A boom refers to the arm-like piece that connects from the platform to the grounded base. It is an extensible crane-like arm that uses hydraulics to extend and contract to achieve the desired height. There are two distinct types of boom that a boom lift can have: A telescopic boom or articulating boom.
A Telescopic Boom Lift
Also called a straight or stick boom lift, a telescopic boom lift features a single hinged extendable arm that can stretch out across the distance. A telescopic boom lift is best used for work in open spaces or on rectangular structures.
An Articulating Boom Lift
Also called a knuckle boom lift, an articulating boom lift features a variety of “arms” which can move the platform into tight spaces or around obstacles. An articulating boom lift is best used for complex structures or in tight and crowded spaces.
Current Manufacturers Of Boom Lifts
Many companies have joined Ted and JLG to start manufacturing their own lifts. Skyjack and Genie are among the two most popular but there are other brands as well.
JLG was founded by John L. Grove and since selling their first boom lift in the 1970s, the company has taken charge of lift innovation. Since then the company has expanded into scissor lifts, telehandlers and trailers.
Their lifts are not limited to construction and labour industries but are also used in airports, convention centers, fire halls and military bases among others. From 20-feet to the massive 185-feet lift there is a JLG lift for any project.
Founded in 1985, Skyjack entered the lift industry with scissor lifts. The company was acquired by Linamar Corp in 2002. In 2007 and 2008 the company got two telehandler lines from Carelift Equipment and Volvo respectively.
The company now holds over 30% of the global boom lift market and is the most popular scissor lift manufacturer in the world. Skyjack now produces both articulating and telescopic boom lifts as well as telehandlers and scissor lifts.
A brand under the Terex family, Genie was first founded in 1966. Bud Bushnell purchased the rights to a lift that used compressed air to raise and lower the platform. Customers were impressed by the “magic” of the machine and the Genie was born.
During the economic downturn of the early 2000s, Genie started seeking a partner with shared values to help grow the business. This is when Genie Industries became a brand under Terex. Today Genie manufactures all kinds of aerial lifts including man-lifts, stick boom and articulated boom lifts, light towers, scissor lifts and telehandlers.

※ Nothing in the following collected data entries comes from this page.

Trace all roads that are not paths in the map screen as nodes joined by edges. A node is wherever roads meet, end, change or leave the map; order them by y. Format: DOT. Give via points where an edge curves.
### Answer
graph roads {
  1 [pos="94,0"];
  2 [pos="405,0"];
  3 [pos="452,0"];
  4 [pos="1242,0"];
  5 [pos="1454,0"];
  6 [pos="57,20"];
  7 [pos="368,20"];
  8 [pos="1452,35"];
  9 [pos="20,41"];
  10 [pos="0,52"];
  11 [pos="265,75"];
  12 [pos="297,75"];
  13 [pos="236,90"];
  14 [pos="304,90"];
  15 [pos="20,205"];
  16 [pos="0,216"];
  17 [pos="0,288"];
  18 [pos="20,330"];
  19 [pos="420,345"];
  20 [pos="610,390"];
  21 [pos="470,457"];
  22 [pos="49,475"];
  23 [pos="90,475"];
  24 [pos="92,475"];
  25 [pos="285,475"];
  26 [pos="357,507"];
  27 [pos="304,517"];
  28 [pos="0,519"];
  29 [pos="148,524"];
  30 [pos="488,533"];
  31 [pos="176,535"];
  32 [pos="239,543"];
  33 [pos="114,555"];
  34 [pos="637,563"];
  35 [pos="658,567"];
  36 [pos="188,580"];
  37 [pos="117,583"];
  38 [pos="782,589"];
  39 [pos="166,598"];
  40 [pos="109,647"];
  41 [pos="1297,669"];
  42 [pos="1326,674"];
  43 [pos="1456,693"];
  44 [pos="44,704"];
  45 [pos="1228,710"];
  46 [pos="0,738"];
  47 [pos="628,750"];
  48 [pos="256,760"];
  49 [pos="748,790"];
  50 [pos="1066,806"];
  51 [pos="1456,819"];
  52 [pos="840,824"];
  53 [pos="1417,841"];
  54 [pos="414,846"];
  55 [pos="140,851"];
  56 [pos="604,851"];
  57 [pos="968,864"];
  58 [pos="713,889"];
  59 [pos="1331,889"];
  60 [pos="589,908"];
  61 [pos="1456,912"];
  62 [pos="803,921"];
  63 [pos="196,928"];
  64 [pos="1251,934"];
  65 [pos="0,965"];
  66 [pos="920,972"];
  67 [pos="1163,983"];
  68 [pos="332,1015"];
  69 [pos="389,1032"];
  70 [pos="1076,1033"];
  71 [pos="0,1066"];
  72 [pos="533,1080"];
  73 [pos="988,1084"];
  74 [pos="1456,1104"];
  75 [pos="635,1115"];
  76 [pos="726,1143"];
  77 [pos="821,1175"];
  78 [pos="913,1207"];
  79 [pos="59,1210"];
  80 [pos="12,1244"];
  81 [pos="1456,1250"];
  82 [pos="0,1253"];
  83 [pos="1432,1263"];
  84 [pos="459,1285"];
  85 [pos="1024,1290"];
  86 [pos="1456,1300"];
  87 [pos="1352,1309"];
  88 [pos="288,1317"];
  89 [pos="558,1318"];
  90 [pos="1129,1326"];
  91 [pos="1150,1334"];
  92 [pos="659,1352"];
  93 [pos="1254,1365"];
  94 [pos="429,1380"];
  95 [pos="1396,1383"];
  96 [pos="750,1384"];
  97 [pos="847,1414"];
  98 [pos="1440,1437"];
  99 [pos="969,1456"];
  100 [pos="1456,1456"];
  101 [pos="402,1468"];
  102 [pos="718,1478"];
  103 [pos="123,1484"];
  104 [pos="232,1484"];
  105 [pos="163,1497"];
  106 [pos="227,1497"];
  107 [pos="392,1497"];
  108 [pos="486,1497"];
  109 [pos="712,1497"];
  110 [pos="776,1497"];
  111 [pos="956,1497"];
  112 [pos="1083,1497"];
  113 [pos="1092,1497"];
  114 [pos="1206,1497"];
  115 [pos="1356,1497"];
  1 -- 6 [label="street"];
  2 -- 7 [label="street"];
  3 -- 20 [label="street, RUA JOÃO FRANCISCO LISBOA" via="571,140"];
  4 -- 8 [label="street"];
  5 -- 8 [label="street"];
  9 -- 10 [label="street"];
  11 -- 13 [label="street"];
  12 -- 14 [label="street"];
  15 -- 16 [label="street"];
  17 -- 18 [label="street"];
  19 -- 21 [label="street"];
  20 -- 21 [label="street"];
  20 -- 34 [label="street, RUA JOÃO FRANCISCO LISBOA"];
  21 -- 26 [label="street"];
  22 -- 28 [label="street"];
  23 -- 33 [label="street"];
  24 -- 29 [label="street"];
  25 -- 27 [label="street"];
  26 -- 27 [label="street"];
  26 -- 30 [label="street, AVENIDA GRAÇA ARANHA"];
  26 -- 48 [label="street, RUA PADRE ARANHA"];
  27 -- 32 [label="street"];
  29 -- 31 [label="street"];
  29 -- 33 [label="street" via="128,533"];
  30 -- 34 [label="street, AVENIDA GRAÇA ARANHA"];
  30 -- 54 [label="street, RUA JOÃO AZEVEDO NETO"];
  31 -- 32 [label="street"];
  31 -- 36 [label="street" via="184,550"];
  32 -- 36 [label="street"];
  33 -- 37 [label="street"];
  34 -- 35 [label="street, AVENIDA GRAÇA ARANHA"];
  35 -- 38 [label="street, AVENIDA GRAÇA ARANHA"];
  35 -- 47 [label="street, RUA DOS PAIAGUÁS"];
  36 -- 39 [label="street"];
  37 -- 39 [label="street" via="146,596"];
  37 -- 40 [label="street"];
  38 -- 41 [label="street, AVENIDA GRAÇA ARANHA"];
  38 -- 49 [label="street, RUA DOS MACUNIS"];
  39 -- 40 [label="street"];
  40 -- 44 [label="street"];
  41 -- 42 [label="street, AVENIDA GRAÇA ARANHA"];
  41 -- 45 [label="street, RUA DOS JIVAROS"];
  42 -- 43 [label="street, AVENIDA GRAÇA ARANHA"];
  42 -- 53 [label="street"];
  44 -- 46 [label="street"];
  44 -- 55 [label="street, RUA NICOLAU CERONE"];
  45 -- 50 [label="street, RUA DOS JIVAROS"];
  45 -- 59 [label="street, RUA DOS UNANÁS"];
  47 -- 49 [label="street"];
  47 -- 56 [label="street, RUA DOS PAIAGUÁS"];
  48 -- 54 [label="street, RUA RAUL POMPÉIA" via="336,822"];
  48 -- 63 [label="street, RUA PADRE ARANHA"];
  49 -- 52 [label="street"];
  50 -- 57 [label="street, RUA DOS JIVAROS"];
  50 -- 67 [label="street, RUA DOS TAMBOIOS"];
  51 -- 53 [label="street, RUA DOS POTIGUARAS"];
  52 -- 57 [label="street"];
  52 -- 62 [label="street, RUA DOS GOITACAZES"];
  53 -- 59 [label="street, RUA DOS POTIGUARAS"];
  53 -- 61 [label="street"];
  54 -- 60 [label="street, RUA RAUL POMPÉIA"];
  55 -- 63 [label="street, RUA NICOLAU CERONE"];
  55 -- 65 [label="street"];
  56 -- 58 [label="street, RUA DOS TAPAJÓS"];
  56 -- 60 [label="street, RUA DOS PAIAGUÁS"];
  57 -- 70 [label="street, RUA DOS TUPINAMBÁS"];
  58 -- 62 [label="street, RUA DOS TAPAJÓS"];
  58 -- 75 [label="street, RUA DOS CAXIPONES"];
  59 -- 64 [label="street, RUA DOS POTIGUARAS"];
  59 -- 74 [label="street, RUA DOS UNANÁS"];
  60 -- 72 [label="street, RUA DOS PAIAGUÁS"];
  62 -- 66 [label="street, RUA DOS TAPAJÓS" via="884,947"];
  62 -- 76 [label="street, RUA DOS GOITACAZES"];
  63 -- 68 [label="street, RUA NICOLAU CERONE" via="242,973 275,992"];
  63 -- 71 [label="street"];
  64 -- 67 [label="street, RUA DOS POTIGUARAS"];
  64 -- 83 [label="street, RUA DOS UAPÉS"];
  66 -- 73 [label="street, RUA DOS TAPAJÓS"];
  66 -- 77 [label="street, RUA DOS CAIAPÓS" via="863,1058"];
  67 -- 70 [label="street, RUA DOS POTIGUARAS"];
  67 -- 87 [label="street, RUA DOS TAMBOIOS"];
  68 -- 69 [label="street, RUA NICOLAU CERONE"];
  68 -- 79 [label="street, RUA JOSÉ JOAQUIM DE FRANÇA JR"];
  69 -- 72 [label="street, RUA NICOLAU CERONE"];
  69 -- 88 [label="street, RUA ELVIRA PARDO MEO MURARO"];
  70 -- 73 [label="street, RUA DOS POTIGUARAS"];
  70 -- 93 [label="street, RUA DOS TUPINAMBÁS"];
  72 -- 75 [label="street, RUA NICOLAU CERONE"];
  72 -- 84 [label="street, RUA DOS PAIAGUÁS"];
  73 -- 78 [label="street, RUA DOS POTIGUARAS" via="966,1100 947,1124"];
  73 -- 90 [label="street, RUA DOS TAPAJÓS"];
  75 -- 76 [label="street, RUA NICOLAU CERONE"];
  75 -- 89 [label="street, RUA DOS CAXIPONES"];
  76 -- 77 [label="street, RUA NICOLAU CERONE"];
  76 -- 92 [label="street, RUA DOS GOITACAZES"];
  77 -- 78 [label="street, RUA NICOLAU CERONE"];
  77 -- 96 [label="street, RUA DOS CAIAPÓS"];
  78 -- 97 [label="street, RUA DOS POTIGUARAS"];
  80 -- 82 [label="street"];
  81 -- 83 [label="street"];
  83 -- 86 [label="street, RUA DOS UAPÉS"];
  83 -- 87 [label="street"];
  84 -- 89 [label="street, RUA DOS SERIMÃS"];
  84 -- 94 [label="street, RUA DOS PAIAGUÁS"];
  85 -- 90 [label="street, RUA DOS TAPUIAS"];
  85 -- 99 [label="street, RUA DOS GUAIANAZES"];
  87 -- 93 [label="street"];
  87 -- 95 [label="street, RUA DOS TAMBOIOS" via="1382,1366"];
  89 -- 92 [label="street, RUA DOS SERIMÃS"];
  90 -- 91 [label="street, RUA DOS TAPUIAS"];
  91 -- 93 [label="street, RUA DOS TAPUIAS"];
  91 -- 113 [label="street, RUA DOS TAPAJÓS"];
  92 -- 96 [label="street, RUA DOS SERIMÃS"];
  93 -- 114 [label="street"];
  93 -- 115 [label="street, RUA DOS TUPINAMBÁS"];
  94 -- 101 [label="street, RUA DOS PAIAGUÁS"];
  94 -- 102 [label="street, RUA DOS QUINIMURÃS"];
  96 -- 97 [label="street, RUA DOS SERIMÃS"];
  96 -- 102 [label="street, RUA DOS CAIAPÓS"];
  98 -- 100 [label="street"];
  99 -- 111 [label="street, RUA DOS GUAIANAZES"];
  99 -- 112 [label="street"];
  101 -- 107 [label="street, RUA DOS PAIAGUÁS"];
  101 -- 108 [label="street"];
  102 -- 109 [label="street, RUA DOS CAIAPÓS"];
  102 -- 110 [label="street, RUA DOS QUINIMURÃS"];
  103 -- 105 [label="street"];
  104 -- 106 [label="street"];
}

With the mission to achieve world-class products, safety, service and value, Snorkel was founded by a man named Art Moore in 1959. The very first Snorkel lift was used by firefighters and allowed them to reach heights up to 85 feet with their hoses. Now Snorkel lifts are sold and serviced across the globe. They have five manufacturing plants and over 200 distribution locations in over 50 countries worldwide.
The Snorkel A46JRT came in third for the Roads & Bridges Contractor’s Choice Award in both 2017 and 2018 and proudly participates in the aerial lift industry in a number of associations.
A lift takes the operator and worker high off the ground. Falls are one of the fatal four accidents recognized by OSAH in construction. Working at heights should be taken seriously and a worker should never become too comfortable working off the ground.
The boom machine itself poses potential hazardous situations and, like with any kind of heavy equipment, should be handled with care. Never operate a boom lift if it is not safe to do so and always wear a safety harness.
There are few common hazards that are associated with boom lifts aside from falling. They are tipping, pinning, dropped objects and electricity.
Dangers of Tipping a Boom Lift
As soon as a machine raises material – or in this case people – up into the air, the center of gravity is thrown off. Boom lifts are made to reach out and lift up materials and people and are incredible stable machines. However this does not mean that they are immune to tipping.
To avoid tipping a boom lift, always survey the jobsite before beginning to work and test to ensure the terrain is solid especially after rain or a storm. Wheels can become stuck or sink which poses the threat of tipping the machine or knocking off the operator. Never exceed the maximum weight and range of a boom lift and always use personal protective equipment (PPE).